Damn. She can’t be more than 17. Baby boy’s to have an interesting life.
That’s okay, don’t move any faster. Nobody behind you needs to get off the train today.
Look up from your iPhone and you might see the world. Then again, you might realize your life’s all wrong, so maybe distraction is the best thing.
Oh my god. As I heard them, each thought was a followed by a harsh admonishment of myself to stop being such a judgmental biznatch. I mean, aren’t I a life coach dedicated to helping people see the truth in themselves? Aren’t I part of a community whose fundamental premise is the use of magical eyes (even on the subway)? Don’t I strive to be compassionate and kind above anything else? What in the blazes am I doing?

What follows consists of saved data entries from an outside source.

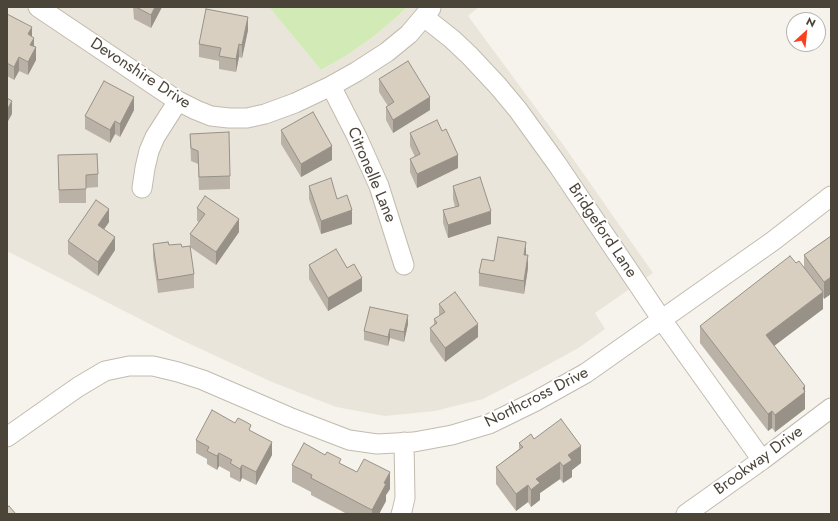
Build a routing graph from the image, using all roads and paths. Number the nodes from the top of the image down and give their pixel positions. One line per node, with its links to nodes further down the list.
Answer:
1 (38, 7): 4 (street, Devonshire Drive)
2 (428, 12): 3 (street, Devonshire Drive); 8 (street, Bridgeford Lane)
3 (331, 86): 4 (street, Devonshire Drive); 7 (street, Citronelle Lane)
4 (178, 101): 5 (street)
5 (142, 188)
6 (831, 196): 8 (street, Northcross Drive)
7 (404, 266)
8 (662, 320): 11 (street, Northcross Drive); 12 (street, Bridgeford Lane)
9 (831, 408): 12 (street, Brookway Drive)
10 (7, 436): 11 (street, Northcross Drive)
11 (404, 442): 13 (street)
12 (762, 460): 14 (street, Brookway Drive)
13 (401, 514)
14 (686, 514)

I examined the thoughts for the few final minutes of the ride – traced their origins back to a time when I was, if not encouraged, then certainly not reproved for thinking them. I thought about my privileged upbringing in safe communities where we insulated ourselves from the world so well that we often turned this finely-tuned skill on each other without even realizing it. Nobody was spared; everyone was other.
Truly, though, the “whys” are irrelevant. Strip that all away and I’m left with the fact that my separateness kept – and keeps – me safe. Safe from what? Who knows … rejection, pain, the possibility of revealing something too personal, physical harm … could be any number of things. But it wasn’t until the thought was examined that I understood that I was defending myself at all. Just the night before in conversation I’d asserted that I was an utterly open book – that what you see is what you get.

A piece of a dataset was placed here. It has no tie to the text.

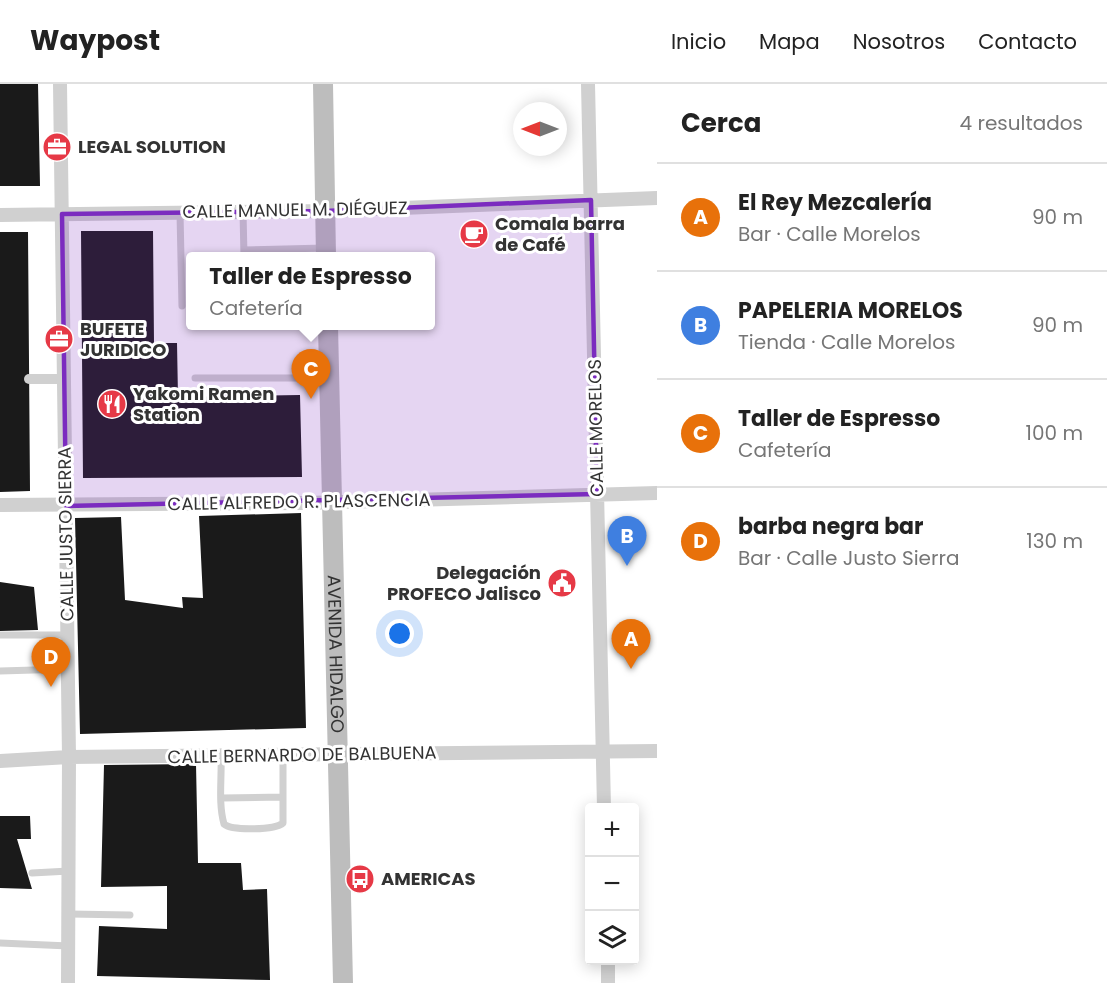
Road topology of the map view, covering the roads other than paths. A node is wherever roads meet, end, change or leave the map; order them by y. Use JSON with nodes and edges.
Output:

Ha. Thanks universe. Thanks meditation.
Thus was the baggage I carried to the workshop where, at the end, we were invited to release into a powerful circle of humans that which no longer served us. In went my judgments and unnecessary thoughts. I released all about myself that used to be to make way for all that is to come. I am grateful for that short train ride that brought this particular old way to the surface for me to converse and dance with.
Riding home a few hours later, the train car was packed full of humanity: a situation ripe for judgment. Not only were there hundreds of potential targets, but the circumstance itself made for a cranky, uncomfortable half-hour journey. And yet every conversation I overheard was fascinating. I witnessed kindness all over the place – people doing their best to make way for one another. A beautiful smile transformed the face of an otherwise sad and weary woman when we made eye contact. A screaming baby made me giggle, not cringe. Maybe it was the workshop, maybe it was the beer I had with a friend right after. Maybe I was just too tired after such a packed afternoon to raise my internal barbs.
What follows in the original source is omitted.